Sabtu, 14 Desember 2024
Kondominium Ohkura Tadayoshi, Tokyo
Darah yang mengalir, wajah yang memucat, tubuh yang berhenti bergerak ...
Semua itu masih Ren ingat dengan sangat jelas. Lebih dari apa yang kini tengah dilihatnya, lebih dari potongan film apapun yang pernah ditontonnya.
Mungkin lebih baik jika aku saja yang saat itu nyaris mati.
"Ren, aku pergi dulu, ya? Anggap saja rumah sendiri. Kalau ada apa-apa telepon saja aku."
"Un."
Begitu pintu ditutup, Ren menghela nafasnya. Sejak mengalami serangan panik semalam, rasa sakit di kepalanya tak kunjung hilang. Ohkura sudah menawarinya untuk pergi ke dokter, tapi ia menolak. Ia pikir rasa sakitnya akan hilang jika ia bisa tertidur lelap, tapi sayangnya ia bahkan tidak bisa sedetik pun mengenyahkan bayangan sepuluh tahun yang lalu dari benaknya. Semalaman ia terus terjaga, dan tentu saja pagi ini rasa sakit di kepalanya semakin menjadi-jadi.
"Daigo, aku ingin pulang ...." Ia tidak tahan lagi. Ia ingin melarikan diri.
"Sekarang kau ada dimana?"
"Kondominium Ohkura-kun."
"Kirim lokasinya, aku ke sana sekarang."
Hanya dalam waktu lima belas menit, Daigo datang dengan membawa sekantong makanan ringan dan beberapa kaleng bir. Setelah grupnya debut, ia resmi tinggal di Tokyo. Ren tidak tahu dan tidak pernah menanyakan dimana alamat tempat tinggalnya. Lagi pula sama seperti Nozomu, Daigo tinggal bersama dengan kekasihnya, sehingga Ren tidak ingin menjadi pengganggu dengan secara sengaja berkunjung ke sana.
"Kau belum sarapan?" Daigo melirik sepiring omurice yang ada di meja makan.
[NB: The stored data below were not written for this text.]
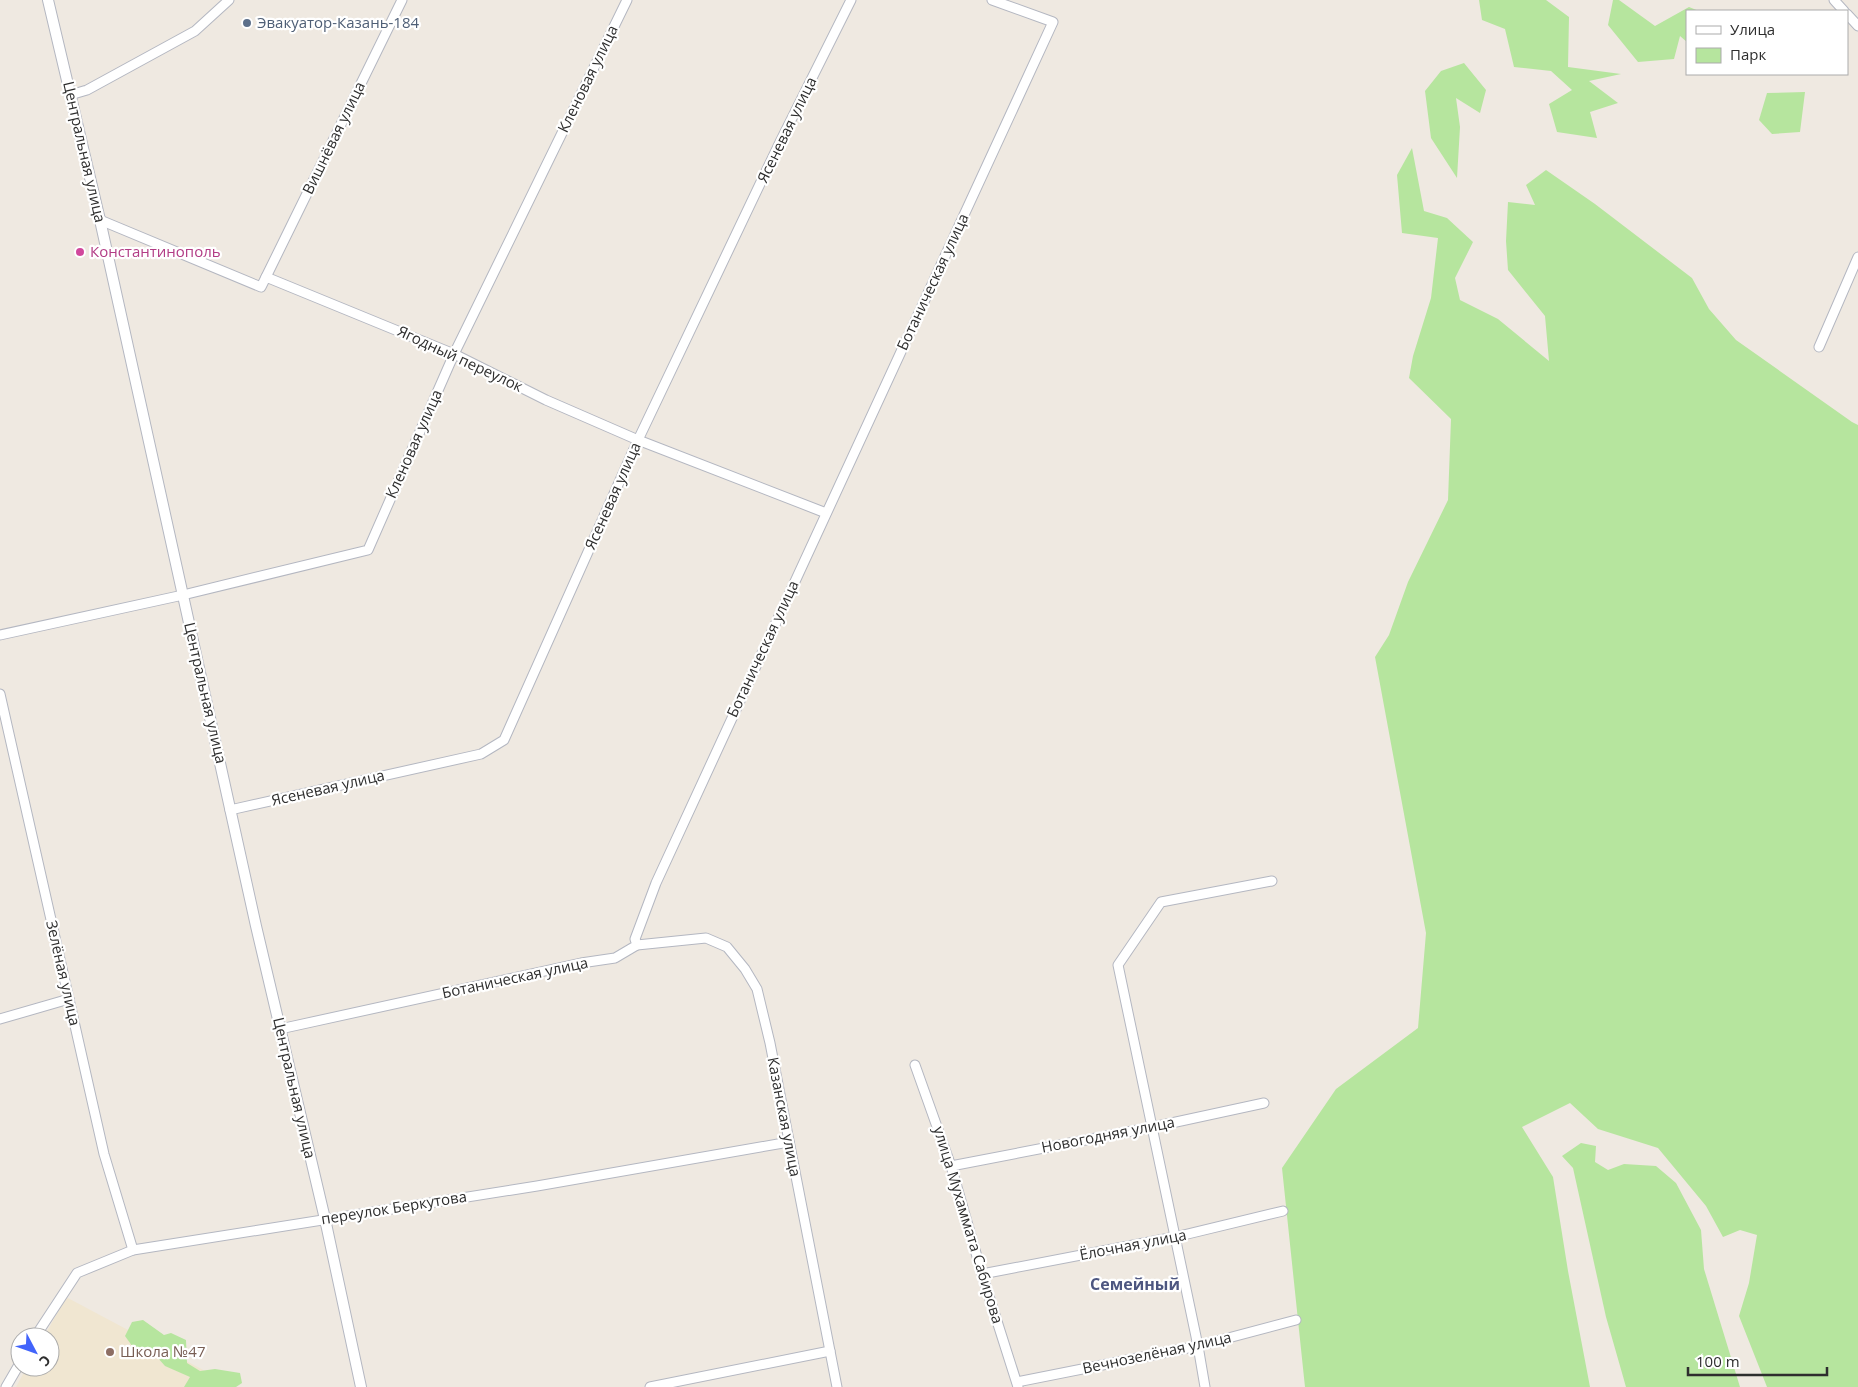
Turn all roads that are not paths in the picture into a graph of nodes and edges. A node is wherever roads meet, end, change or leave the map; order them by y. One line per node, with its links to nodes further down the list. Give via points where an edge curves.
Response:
1 (48, 0): 11 (street, Центральная улица)
2 (229, 0): 11 (street, via 195,31 87,90)
3 (402, 0): 14 (street, Вишнёвая улица)
4 (627, 0): 16 (street, Кленовая улица)
5 (851, 0): 17 (street, Ясеневая улица)
6 (992, 0): 18 (street, Ботаническая улица, via 1053,22)
7 (1834, 0): 8 (street)
8 (1844, 10)
9 (1848, 14): 10 (street)
10 (1858, 26)
11 (70, 95): 12 (street, Центральная улица)
12 (100, 220): 14 (street, via 261,287); 19 (street, Центральная улица)
13 (1858, 257): 15 (street)
14 (266, 276): 16 (street, Ягодный переулок)
15 (1819, 347)
16 (454, 354): 17 (street, Ягодный переулок, via 546,400); 19 (street, Кленовая улица, via 368,550)
17 (638, 440): 18 (street, Ягодный переулок); 22 (street, Ясеневая улица, via 504,740 480,754)
18 (826, 513): 24 (street, Ботаническая улица, via 656,883 635,940)
19 (183, 595): 20 (street, Кленовая улица); 22 (street, Центральная улица)
20 (0, 635)
21 (0, 694): 25 (street, Зелёная улица)
22 (230, 810): 27 (street, Центральная улица)
23 (1272, 881): 30 (street, via 1161,902 1118,965)
24 (637, 945): 27 (street, Ботаническая улица, via 615,958); 31 (street, Казанская улица, via 706,938 727,947 745,969 761,1002)
25 (69, 999): 26 (street); 36 (street, Зелёная улица, via 104,1154)
26 (0, 1019)
27 (280, 1029): 34 (street, Центральная улица)
28 (915, 1065): 32 (street, улица Мухаммата Сабирова)
29 (1264, 1103): 30 (street, Новогодняя улица)
30 (1153, 1127): 32 (street, Новогодняя улица); 35 (street)
31 (790, 1142): 34 (street, переулок Беркутова); 41 (street, Казанская улица)
32 (952, 1166): 37 (street, улица Мухаммата Сабирова)
33 (1283, 1211): 35 (street, Ёлочная улица)
34 (325, 1219): 36 (street, переулок Беркутова); 43 (street, Центральная улица)
35 (1175, 1237): 37 (street, Ёлочная улица); 40 (street)
36 (133, 1250): 39 (street, переулок Беркутова, via 77,1273)
37 (982, 1274): 42 (street, улица Мухаммата Сабирова)
38 (1296, 1320): 40 (street, Вечнозелёная улица)
39 (42, 1327)
40 (1198, 1346): 42 (street, Вечнозелёная улица); 46 (street)
41 (830, 1351): 44 (street); 45 (street, Казанская улица)
42 (1017, 1385)
43 (361, 1387)
44 (650, 1387)
45 (837, 1387)
46 (1206, 1387)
Ren menggeleng. Jangankan sarapan, tadi malam pun ia sama sekali tidak menyentuh nasi maupun daging bakar yang sudah disodorkan oleh Nozomu di restoran yakiniku.
"Pantas saja kepalamu sakit. Ayo makan. Mau kusuapi?"
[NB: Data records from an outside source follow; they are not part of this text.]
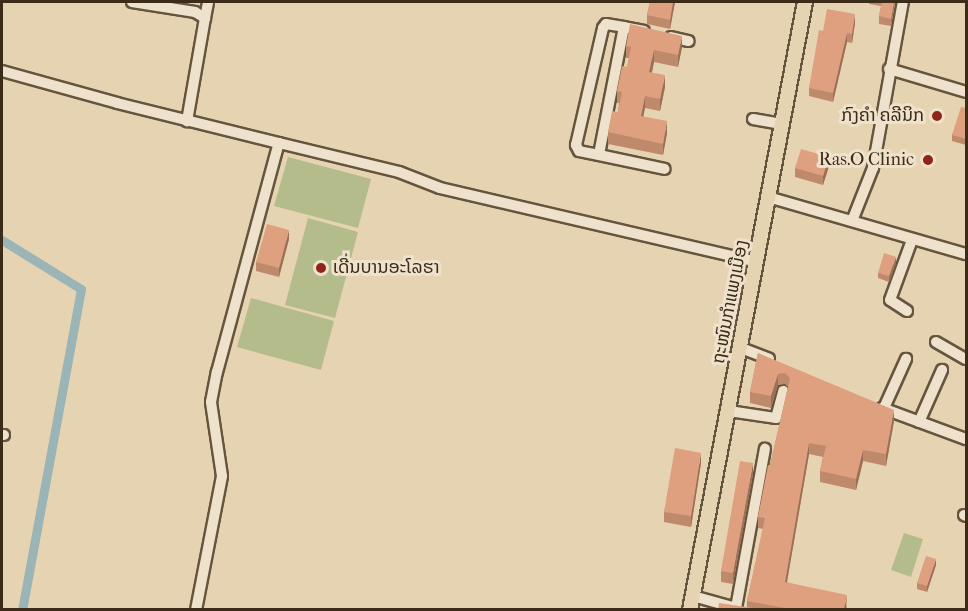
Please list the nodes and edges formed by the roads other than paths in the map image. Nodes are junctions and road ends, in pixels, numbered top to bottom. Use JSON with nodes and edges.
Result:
{"nodes":[{"id":1,"x":132,"y":2,"type":"edge"},
{"id":2,"x":208,"y":2,"type":"edge"},
{"id":3,"x":802,"y":2,"type":"edge"},
{"id":4,"x":903,"y":2,"type":"edge"},
{"id":5,"x":205,"y":18,"type":"junction"},
{"id":6,"x":624,"y":27,"type":"junction"},
{"id":7,"x":689,"y":41,"type":"dead end"},
{"id":8,"x":889,"y":69,"type":"junction"},
{"id":9,"x":2,"y":70,"type":"edge"},
{"id":10,"x":966,"y":92,"type":"edge"},
{"id":11,"x":753,"y":119,"type":"dead end"},
{"id":12,"x":187,"y":121,"type":"junction"},
{"id":13,"x":782,"y":124,"type":"junction"},
{"id":14,"x":279,"y":143,"type":"junction"},
{"id":15,"x":599,"y":154,"type":"junction"},
{"id":16,"x":665,"y":169,"type":"dead end"},
{"id":17,"x":768,"y":196,"type":"junction"},
{"id":18,"x":852,"y":221,"type":"junction"},
{"id":19,"x":912,"y":240,"type":"junction"},
{"id":20,"x":966,"y":254,"type":"edge"},
{"id":21,"x":757,"y":262,"type":"junction"},
{"id":22,"x":907,"y":311,"type":"dead end"},
{"id":23,"x":936,"y":342,"type":"dead end"},
{"id":24,"x":741,"y":348,"type":"junction"},
{"id":25,"x":906,"y":359,"type":"dead end"},
{"id":26,"x":966,"y":359,"type":"edge"},
{"id":27,"x":785,"y":366,"type":"edge"},
{"id":28,"x":942,"y":370,"type":"dead end"},
{"id":29,"x":783,"y":391,"type":"dead end"},
{"id":30,"x":873,"y":404,"type":"edge"},
{"id":31,"x":884,"y":408,"type":"junction"},
{"id":32,"x":729,"y":411,"type":"junction"},
{"id":33,"x":919,"y":422,"type":"junction"},
{"id":34,"x":966,"y":439,"type":"edge"},
{"id":35,"x":765,"y":449,"type":"dead end"},
{"id":36,"x":692,"y":603,"type":"edge"},
{"id":37,"x":196,"y":609,"type":"edge"}],
"edges":[{"from":1,"to":5,"type":"street"},
{"from":2,"to":5,"type":"street"},
{"from":3,"to":13,"type":"main road","name":"ຖະໜົນກຳແພງເມືອງ"},
{"from":4,"to":8,"type":"street"},
{"from":5,"to":12,"type":"street"},
{"from":6,"to":7,"type":"street"},
{"from":6,"to":15,"type":"street"},
{"from":6,"to":15,"type":"street"},
{"from":8,"to":10,"type":"street"},
{"from":8,"to":18,"type":"street"},
{"from":9,"to":12,"type":"street"},
{"from":11,"to":13,"type":"street"},
{"from":12,"to":14,"type":"street"},
{"from":13,"to":17,"type":"main road","name":"ຖະໜົນກຳແພງເມືອງ"},
{"from":14,"to":21,"type":"street"},
{"from":14,"to":37,"type":"street"},
{"from":15,"to":16,"type":"street"},
{"from":17,"to":18,"type":"street"},
{"from":17,"to":21,"type":"main road","name":"ຖະໜົນກຳແພງເມືອງ"},
{"from":18,"to":19,"type":"street"},
{"from":19,"to":20,"type":"street"},
{"from":19,"to":22,"type":"street"},
{"from":21,"to":24,"type":"main road","name":"ຖະໜົນກຳແພງເມືອງ"},
{"from":23,"to":26,"type":"street"},
{"from":24,"to":27,"type":"street"},
{"from":24,"to":32,"type":"main road","name":"ຖະໜົນກຳແພງເມືອງ"},
{"from":25,"to":31,"type":"street"},
{"from":28,"to":33,"type":"street"},
{"from":29,"to":32,"type":"street"},
{"from":30,"to":31,"type":"street"},
{"from":31,"to":33,"type":"street"},
{"from":32,"to":36,"type":"main road","name":"ຖະໜົນກຳແພງເມືອງ"},
{"from":33,"to":34,"type":"street"},
{"from":35,"to":36,"type":"street"}]}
"Aku bukan anak kecil," cetus Ren.
Daigo terkekeh. "Kalau kau bukan anak kecil, kau pasti sudah tahu apa yang seharusnya kau lakukan untuk membuat tubuhmu baik-baik saja. Menuruti keinginanmu untuk tidak makan, sama sekali bukan hal bijak yang biasanya dipilih oleh orang yang mengaku bukan anak kecil."
Mendengar itu, mau tidak mau Ren turun dari sofa, lalu duduk di kursi meja makan. Daigo duduk di hadapannya, menuangkan sekaleng bir pada gelas yang sudah ditaruh es batu terlebih dahulu. Meski dia sepertinya baru pertama kali berkunjung ke kondominium Ohkura, ia tampak tidak ragu untuk mengambil apapun yang dibutuhkannya.
"Tadi aku sudah menelepon Ohkura-kun dan bilang bahwa aku akan menemanimu di sini," ia seolah tahu arti tatapan Ren padanya.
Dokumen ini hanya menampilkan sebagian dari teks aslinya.